(MATERIAL PROVIDED begins)

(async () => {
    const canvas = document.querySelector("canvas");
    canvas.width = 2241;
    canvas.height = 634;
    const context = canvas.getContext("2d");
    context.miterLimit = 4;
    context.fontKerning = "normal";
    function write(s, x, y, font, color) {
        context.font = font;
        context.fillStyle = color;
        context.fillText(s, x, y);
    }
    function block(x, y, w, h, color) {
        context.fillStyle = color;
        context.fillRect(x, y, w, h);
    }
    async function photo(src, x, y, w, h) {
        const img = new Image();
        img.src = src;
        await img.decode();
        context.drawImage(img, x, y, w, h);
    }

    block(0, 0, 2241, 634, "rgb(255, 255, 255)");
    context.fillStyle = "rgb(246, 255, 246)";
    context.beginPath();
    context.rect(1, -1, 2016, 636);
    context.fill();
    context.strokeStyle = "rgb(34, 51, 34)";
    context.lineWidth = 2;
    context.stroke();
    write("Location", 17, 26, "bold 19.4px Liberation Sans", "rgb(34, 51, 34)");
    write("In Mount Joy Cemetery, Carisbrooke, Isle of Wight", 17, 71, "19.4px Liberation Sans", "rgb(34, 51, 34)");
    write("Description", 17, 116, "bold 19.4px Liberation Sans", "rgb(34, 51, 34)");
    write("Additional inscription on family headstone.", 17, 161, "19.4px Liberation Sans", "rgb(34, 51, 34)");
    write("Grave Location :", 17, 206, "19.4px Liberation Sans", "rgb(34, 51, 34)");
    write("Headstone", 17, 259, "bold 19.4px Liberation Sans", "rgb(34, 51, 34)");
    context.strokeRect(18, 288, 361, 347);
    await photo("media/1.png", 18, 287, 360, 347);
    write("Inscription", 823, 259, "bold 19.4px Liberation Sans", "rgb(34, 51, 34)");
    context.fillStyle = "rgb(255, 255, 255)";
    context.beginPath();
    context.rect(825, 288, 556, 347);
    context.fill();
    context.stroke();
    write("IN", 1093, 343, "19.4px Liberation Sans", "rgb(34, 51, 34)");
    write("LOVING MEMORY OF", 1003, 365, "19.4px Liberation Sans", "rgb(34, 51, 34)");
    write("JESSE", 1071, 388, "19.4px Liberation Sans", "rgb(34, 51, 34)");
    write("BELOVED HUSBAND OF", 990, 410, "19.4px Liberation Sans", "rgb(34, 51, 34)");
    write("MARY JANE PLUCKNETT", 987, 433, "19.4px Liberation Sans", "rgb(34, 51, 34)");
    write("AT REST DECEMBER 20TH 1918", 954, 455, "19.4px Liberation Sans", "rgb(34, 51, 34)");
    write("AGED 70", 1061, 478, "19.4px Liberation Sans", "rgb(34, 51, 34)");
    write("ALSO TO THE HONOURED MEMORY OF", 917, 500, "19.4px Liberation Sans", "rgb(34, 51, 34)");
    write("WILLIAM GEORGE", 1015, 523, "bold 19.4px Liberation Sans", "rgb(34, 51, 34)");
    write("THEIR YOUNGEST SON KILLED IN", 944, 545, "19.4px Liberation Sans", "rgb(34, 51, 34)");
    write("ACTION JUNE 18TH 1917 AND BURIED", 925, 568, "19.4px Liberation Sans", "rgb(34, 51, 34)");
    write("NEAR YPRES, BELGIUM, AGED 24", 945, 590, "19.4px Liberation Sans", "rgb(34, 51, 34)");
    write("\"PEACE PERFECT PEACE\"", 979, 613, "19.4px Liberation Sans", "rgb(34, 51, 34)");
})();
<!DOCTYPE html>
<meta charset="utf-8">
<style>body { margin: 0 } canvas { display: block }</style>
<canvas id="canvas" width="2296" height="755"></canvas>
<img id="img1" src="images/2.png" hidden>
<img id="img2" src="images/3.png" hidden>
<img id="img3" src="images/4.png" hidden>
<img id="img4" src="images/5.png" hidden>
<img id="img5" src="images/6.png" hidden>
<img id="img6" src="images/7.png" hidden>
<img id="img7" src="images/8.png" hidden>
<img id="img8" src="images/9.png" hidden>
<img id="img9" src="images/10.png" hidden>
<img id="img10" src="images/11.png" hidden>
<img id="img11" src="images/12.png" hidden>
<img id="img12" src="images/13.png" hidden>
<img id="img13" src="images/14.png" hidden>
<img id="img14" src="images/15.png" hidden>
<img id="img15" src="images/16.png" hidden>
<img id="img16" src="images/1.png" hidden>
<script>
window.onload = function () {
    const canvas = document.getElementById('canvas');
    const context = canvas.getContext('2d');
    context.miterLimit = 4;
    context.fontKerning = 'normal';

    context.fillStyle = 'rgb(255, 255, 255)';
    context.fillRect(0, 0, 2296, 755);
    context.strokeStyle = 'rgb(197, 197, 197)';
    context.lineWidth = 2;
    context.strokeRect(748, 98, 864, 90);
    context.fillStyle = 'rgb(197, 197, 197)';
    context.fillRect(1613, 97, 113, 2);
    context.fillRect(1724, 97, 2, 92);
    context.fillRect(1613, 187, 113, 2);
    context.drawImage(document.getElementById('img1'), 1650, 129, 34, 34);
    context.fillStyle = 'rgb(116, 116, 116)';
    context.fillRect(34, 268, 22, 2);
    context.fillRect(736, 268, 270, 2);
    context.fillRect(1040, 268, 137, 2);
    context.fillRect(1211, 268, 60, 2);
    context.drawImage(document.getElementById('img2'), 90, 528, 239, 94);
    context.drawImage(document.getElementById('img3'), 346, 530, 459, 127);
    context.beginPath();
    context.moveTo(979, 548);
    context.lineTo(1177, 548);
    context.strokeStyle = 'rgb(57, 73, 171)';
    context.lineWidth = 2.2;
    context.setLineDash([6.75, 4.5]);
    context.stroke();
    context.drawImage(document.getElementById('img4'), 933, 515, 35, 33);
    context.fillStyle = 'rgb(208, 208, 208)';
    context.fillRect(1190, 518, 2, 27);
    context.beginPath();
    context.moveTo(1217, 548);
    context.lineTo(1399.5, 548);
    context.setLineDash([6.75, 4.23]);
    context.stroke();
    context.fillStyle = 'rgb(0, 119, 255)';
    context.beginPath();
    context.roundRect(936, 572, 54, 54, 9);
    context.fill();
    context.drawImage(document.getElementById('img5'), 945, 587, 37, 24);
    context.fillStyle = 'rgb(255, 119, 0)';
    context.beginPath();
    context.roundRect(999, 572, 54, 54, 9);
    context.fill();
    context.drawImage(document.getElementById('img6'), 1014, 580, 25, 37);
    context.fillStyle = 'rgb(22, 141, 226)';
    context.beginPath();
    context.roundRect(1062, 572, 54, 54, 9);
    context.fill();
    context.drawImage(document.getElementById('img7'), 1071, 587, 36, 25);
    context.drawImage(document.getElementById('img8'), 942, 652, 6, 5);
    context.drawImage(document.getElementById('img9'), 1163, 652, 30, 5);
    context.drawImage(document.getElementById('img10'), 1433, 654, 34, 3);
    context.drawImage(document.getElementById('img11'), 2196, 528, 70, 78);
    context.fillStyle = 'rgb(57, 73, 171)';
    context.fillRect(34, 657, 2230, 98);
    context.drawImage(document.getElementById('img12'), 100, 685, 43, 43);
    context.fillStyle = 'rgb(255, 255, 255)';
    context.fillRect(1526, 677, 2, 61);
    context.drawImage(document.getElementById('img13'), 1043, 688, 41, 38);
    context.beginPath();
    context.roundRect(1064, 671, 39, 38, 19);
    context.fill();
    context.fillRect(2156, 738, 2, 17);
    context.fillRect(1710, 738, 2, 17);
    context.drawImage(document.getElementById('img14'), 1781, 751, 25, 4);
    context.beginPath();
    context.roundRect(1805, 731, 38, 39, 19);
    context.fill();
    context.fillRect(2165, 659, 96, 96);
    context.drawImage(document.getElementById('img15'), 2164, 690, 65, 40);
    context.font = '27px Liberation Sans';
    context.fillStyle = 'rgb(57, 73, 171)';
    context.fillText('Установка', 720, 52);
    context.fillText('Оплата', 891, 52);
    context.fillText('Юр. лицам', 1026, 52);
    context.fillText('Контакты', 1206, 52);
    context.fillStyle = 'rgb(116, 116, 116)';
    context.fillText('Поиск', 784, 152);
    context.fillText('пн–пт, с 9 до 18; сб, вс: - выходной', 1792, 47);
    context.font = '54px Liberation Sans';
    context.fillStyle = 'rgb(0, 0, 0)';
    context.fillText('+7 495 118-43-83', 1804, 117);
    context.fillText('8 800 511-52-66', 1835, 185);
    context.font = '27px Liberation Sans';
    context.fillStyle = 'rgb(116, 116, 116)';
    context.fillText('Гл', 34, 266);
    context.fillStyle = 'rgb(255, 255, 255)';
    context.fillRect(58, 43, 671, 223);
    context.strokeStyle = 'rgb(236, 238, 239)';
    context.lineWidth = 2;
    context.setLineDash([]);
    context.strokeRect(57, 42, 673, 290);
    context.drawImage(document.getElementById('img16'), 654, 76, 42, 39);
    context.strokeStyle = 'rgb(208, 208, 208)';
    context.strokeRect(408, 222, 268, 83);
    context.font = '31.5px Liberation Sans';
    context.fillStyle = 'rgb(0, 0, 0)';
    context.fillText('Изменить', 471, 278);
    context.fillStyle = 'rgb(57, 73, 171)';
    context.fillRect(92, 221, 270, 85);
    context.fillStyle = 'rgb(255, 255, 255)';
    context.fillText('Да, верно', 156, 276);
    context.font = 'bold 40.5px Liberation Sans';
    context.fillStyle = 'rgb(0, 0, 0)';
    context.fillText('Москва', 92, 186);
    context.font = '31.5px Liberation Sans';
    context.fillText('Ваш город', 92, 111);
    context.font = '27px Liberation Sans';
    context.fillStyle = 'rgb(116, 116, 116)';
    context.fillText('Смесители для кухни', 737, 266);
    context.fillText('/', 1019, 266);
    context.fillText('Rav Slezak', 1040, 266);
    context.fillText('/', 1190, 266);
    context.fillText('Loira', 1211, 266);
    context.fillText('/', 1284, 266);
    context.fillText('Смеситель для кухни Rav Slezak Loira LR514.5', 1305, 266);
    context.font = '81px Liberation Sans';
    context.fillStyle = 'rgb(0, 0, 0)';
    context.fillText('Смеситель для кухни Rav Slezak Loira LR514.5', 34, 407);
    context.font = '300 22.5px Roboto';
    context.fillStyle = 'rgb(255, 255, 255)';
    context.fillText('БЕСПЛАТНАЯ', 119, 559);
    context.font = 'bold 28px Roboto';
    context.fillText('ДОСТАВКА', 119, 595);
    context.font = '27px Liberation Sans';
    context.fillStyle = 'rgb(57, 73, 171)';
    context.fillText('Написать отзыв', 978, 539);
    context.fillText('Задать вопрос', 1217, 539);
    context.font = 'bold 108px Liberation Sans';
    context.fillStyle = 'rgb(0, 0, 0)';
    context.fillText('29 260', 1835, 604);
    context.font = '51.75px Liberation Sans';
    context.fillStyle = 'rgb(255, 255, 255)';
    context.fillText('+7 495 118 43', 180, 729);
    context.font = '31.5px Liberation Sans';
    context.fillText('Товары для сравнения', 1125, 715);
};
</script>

(MATERIAL PROVIDED ends)

## [BRIEF]
As the answer, set down only the lines from the data above between the one holding "canvas.height = 634;" and the one holding "const img = new Image();", inclusive, exactly as they read.

## [RESULT BELOW]
    canvas.height = 634;
    const context = canvas.getContext("2d");
    context.miterLimit = 4;
    context.fontKerning = "normal";
    function write(s, x, y, font, color) {
        context.font = font;
        context.fillStyle = color;
        context.fillText(s, x, y);
    }
    function block(x, y, w, h, color) {
        context.fillStyle = color;
        context.fillRect(x, y, w, h);
    }
    async function photo(src, x, y, w, h) {
        const img = new Image();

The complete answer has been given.